In July, EU foreign ministers called on the Commission to develop a strategy to promote European values abroad and to “protect its global interests through sustainable connectivity”.
This follows a series of recent infrastructure projects from Japan and India (Asia-Africa Growth Corridor in 2017) and the United States, Japan and Australia (The Blue Dot Network in 2019) .
And in June, the G7 countries, led by President Joe Biden, agreed on a global infrastructure initiative, dubbed Build Back Better World, which is a loose collaboration that aims to compete with China’s BRI.
Although Global Gateway has yet to be finalized and nothing has been said about the budget, von der Leyen said investments should be a mix of private and public and should prioritize collaboration with the business sector.
” Trusted brand “
“We will connect institutions with investment banks and the business community,” von der Leyen told MEPs. “We want to make Global Gateway a trusted brand around the world. “
This business-oriented approach was greeted by the endorsement of Reinhard Hans Butikofer, MEP from the Greens, who has long advocated for such a program: China has robbed us of a march with its BRI, and we must catch up. our delay. “
Echoing von der Leyen, he added that the global gateway should be a shared effort between government, civil society, business and international finance.
“Companies are ready to join forces and I think companies should help draft the strategy,” adding that a “Global Gateway Business Advisory Board” should be a practical next step. At the time of writing, the committee could not yet respond whether the business community (or civil society) had been consulted during the development of the plan.
Macroeconomist Daniela Gabor, in a 2020 article titled “The Wasington Consensus,” cautioned against finance becoming too dominant in infrastructure investment strategies.
“We cannot rely on private finance to get us out of a climate crisis to which it has systematically contributed. We need to take carbon financiers away from accountability, and we do this by ensuring that the democratic state – not the investors – shows the way forward, ”he added. she wrote in August.
Private investors favor investments in infrastructure that promise a rate of return – “Roads to nowhere”, instead of publicly funded projects that people need.
Global Gateway will be a priority at the next EU-Africa summit in February, said von der Leyen. Africa is a region where China has become the dominant investor in recent years.

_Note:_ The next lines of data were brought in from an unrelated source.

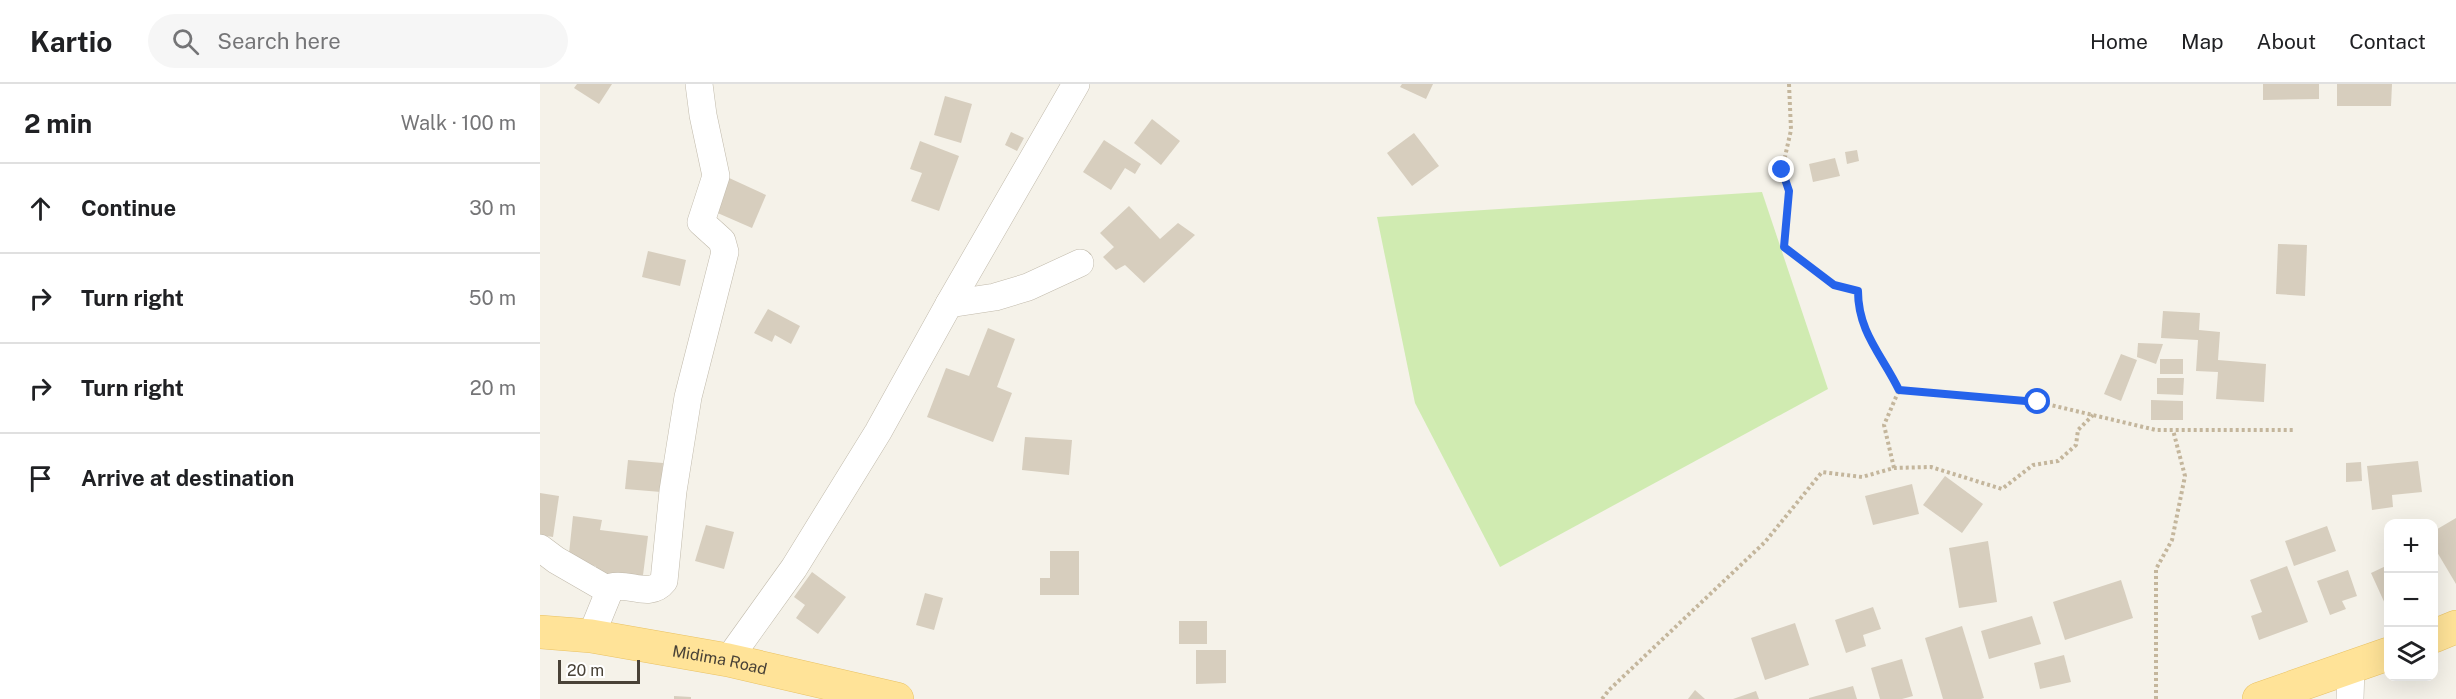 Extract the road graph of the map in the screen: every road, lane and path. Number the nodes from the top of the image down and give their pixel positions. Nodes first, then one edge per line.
1 (699, 84) edge
2 (1076, 84) edge
3 (1789, 84) edge
4 (1080, 263) dead end
5 (949, 304) junction
6 (1899, 390) junction
7 (2093, 415) junction
8 (2173, 430) junction
9 (2294, 430) dead end
10 (1894, 468) junction
11 (540, 548) edge
12 (608, 590) junction
13 (2456, 627) edge
14 (540, 632) edge
15 (2438, 634) edge
16 (591, 636) junction
17 (2384, 657) edge
18 (728, 660) junction
19 (2351, 684) edge
20 (897, 699) edge
21 (1602, 699) edge
22 (2156, 699) edge
23 (2259, 699) edge

1 - 12 street
2 - 5 street
3 - 6 path
4 - 5 street
5 - 18 street
6 - 7 path
6 - 10 path
7 - 8 path
7 - 10 path
8 - 9 path
8 - 22 path
10 - 21 path
11 - 12 street
12 - 16 street
13 - 15 main road
14 - 16 main road, Midima Road
16 - 18 main road, Midima Road
17 - 19 main road
18 - 20 main road, Midima Road
19 - 23 main road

According to accounting firm EY (formerly Ernst & Young), China was the largest investor in Africa in terms of total capital, investing more than twice the dollar amount of France or the United States, the two largest investors. .
“We will invest with Africa to create a green hydrogen market that connects the two shores of the Mediterranean,” added von der Leyen.
A recent fiber-optic submarine cable connecting Brazil to Portugal was also cited as an example of the type of investments Global Gateway could generate.